▶ _To do_: For the data below, report only the number of lines containing the string "Portakal".

[Dataset excerpts]
************

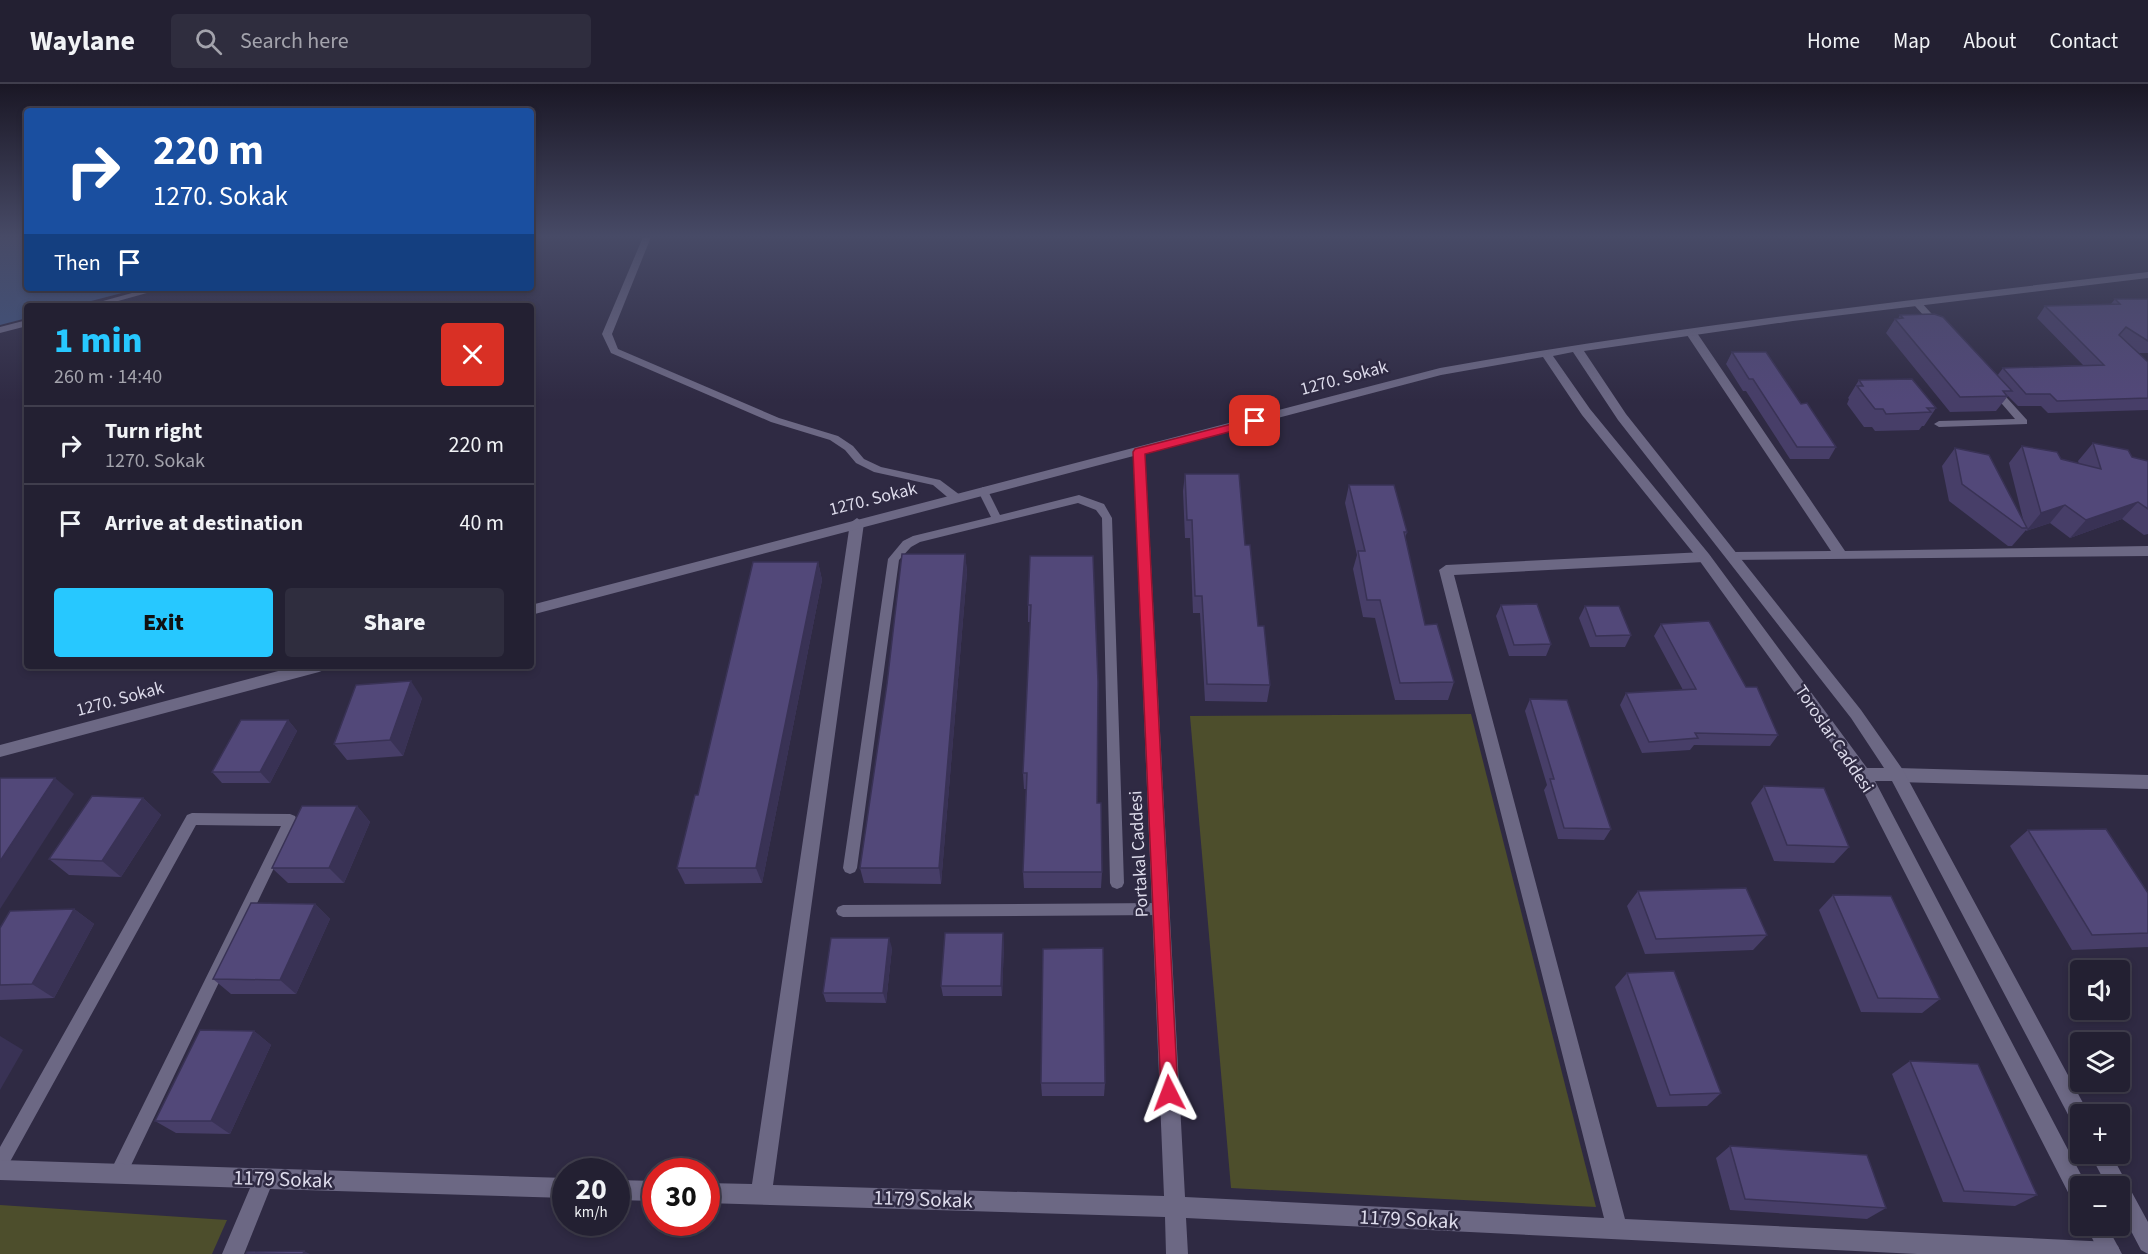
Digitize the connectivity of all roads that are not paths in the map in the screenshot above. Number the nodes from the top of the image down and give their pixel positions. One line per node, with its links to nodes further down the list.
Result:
1 (147, 292): 4 (lane)
2 (624, 292): 16 (lane)
3 (2016, 292): 5 (street, 1270. Sokak)
4 (101, 303)
5 (1918, 304): 8 (street, 1270. Sokak); 9 (lane)
6 (24, 324): 7 (lane)
7 (0, 330)
8 (1691, 332): 10 (street, 1270. Sokak); 20 (street)
9 (1948, 337)
10 (1576, 348): 11 (street, 1270. Sokak); 22 (street, Toroslar Caddesi)
11 (1545, 352): 14 (street, 1270. Sokak); 21 (street, Toroslar Caddesi)
12 (1985, 380): 13 (lane)
13 (1939, 424)
14 (1139, 452): 15 (street, 1270. Sokak); 31 (street, Portakal Caddesi)
15 (984, 491): 16 (street, 1270. Sokak); 17 (lane)
16 (956, 498): 18 (street, 1270. Sokak)
17 (997, 519): 29 (lane); 30 (lane)
18 (857, 523): 23 (street, 1270. Sokak); 41 (street)
19 (2148, 551): 20 (street)
20 (1842, 556): 22 (street)
21 (1704, 557): 26 (street, Toroslar Caddesi); 44 (street)
22 (1734, 557): 27 (street, Toroslar Caddesi)
23 (534, 609)
24 (308, 669): 25 (street, 1270. Sokak)
25 (0, 751)
26 (1863, 774): 27 (street); 37 (street, Toroslar Caddesi)
27 (1897, 775): 28 (street); 33 (street, Toroslar Caddesi)
28 (2148, 782)
29 (850, 868)
30 (1118, 883)
31 (1161, 909): 32 (lane); 42 (street, Portakal Caddesi)
32 (843, 911)
33 (2073, 1104)
34 (0, 1163): 36 (lane)
35 (0, 1170): 36 (street, 1179 Sokak)
36 (118, 1173): 38 (street, 1179 Sokak)
37 (2070, 1176)
38 (264, 1178): 39 (street, 1179 Sokak); 47 (street)
39 (552, 1188)
40 (720, 1193): 41 (street, 1179 Sokak)
41 (761, 1194): 42 (street, 1179 Sokak)
42 (1175, 1207): 44 (street, 1179 Sokak); 48 (street, Portakal Caddesi)
43 (2130, 1209): 46 (street)
44 (1618, 1230): 49 (street, 1179 Sokak)
45 (2101, 1236): 49 (street)
46 (2148, 1243)
47 (233, 1254)
48 (1177, 1254)
49 (2111, 1254)

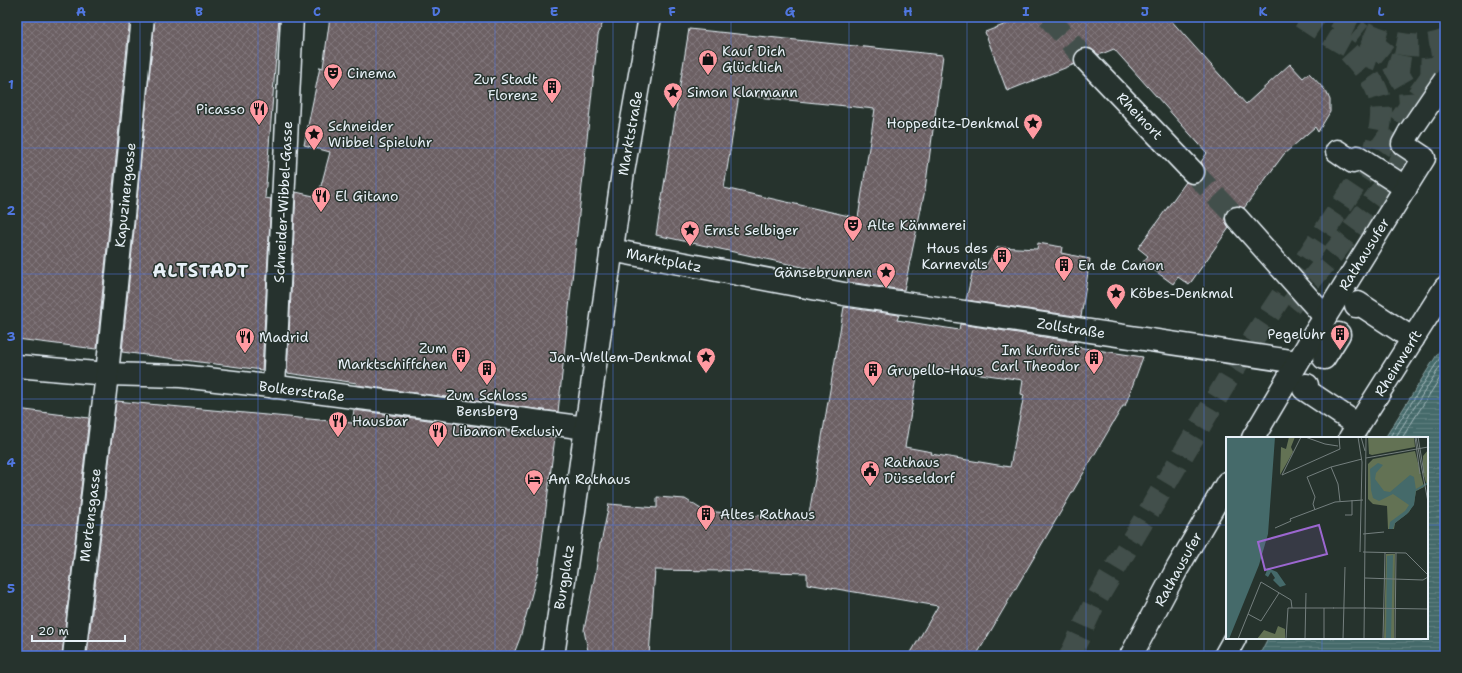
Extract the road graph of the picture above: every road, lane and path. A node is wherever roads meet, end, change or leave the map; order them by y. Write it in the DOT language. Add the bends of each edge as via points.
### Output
graph roads {
  1 [pos="143,17"];
  2 [pos="292,17"];
  3 [pos="650,17"];
  4 [pos="1086,60"];
  5 [pos="1445,80"];
  6 [pos="1337,151"];
  7 [pos="1193,172"];
  8 [pos="1406,188"];
  9 [pos="1237,218"];
  10 [pos="611,250"];
  11 [pos="1445,288"];
  12 [pos="844,294"];
  13 [pos="1356,306"];
  14 [pos="1327,337"];
  15 [pos="1413,339"];
  16 [pos="1297,362"];
  17 [pos="17,366"];
  18 [pos="107,374"];
  19 [pos="1307,384"];
  20 [pos="274,387"];
  21 [pos="586,428"];
  22 [pos="1354,431"];
  23 [pos="1254,437"];
  24 [pos="1226,485"];
  25 [pos="577,497"];
  26 [pos="1234,639"];
  27 [pos="74,656"];
  28 [pos="553,656"];
  29 [pos="1130,656"];
  30 [pos="1225,656"];
  1 -- 18 [label="street, Kapuzinergasse"];
  2 -- 20 [label="street, Schneider-Wibbel-Gasse"];
  3 -- 10 [label="street, Marktstraße"];
  4 -- 7 [label="street, Rheinort"];
  5 -- 8 [label="street, Rathausufer, bridge" via="1403,144 1424,158"];
  6 -- 8 [label="street" via="1354,162 1358,157"];
  8 -- 14 [label="street, Rathausufer"];
  9 -- 14 [label="street"];
  10 -- 12 [label="street, Marktplatz"];
  10 -- 21 [label="street, Marktplatz"];
  11 -- 15 [label="street, Rheinwerft"];
  12 -- 16 [label="street, Zollstraße"];
  13 -- 15 [label="street" via="1358,303"];
  14 -- 16 [label="street, Rathausufer"];
  15 -- 22 [label="street, Rheinwerft"];
  16 -- 23 [label="street, Rathausufer"];
  17 -- 18 [label="street, Bolkerstraße"];
  18 -- 20 [label="street, Bolkerstraße" via="181,376"];
  18 -- 27 [label="street, Mertensgasse"];
  19 -- 22 [label="street" via="1304,390"];
  20 -- 21 [label="street, Bolkerstraße"];
  21 -- 25 [label="street, Marktplatz"];
  24 -- 29 [label="street, Rathausufer"];
  25 -- 28 [label="street, Burgplatz"];
  26 -- 30 [label="street"];
}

************

▶ _Written solution_: 3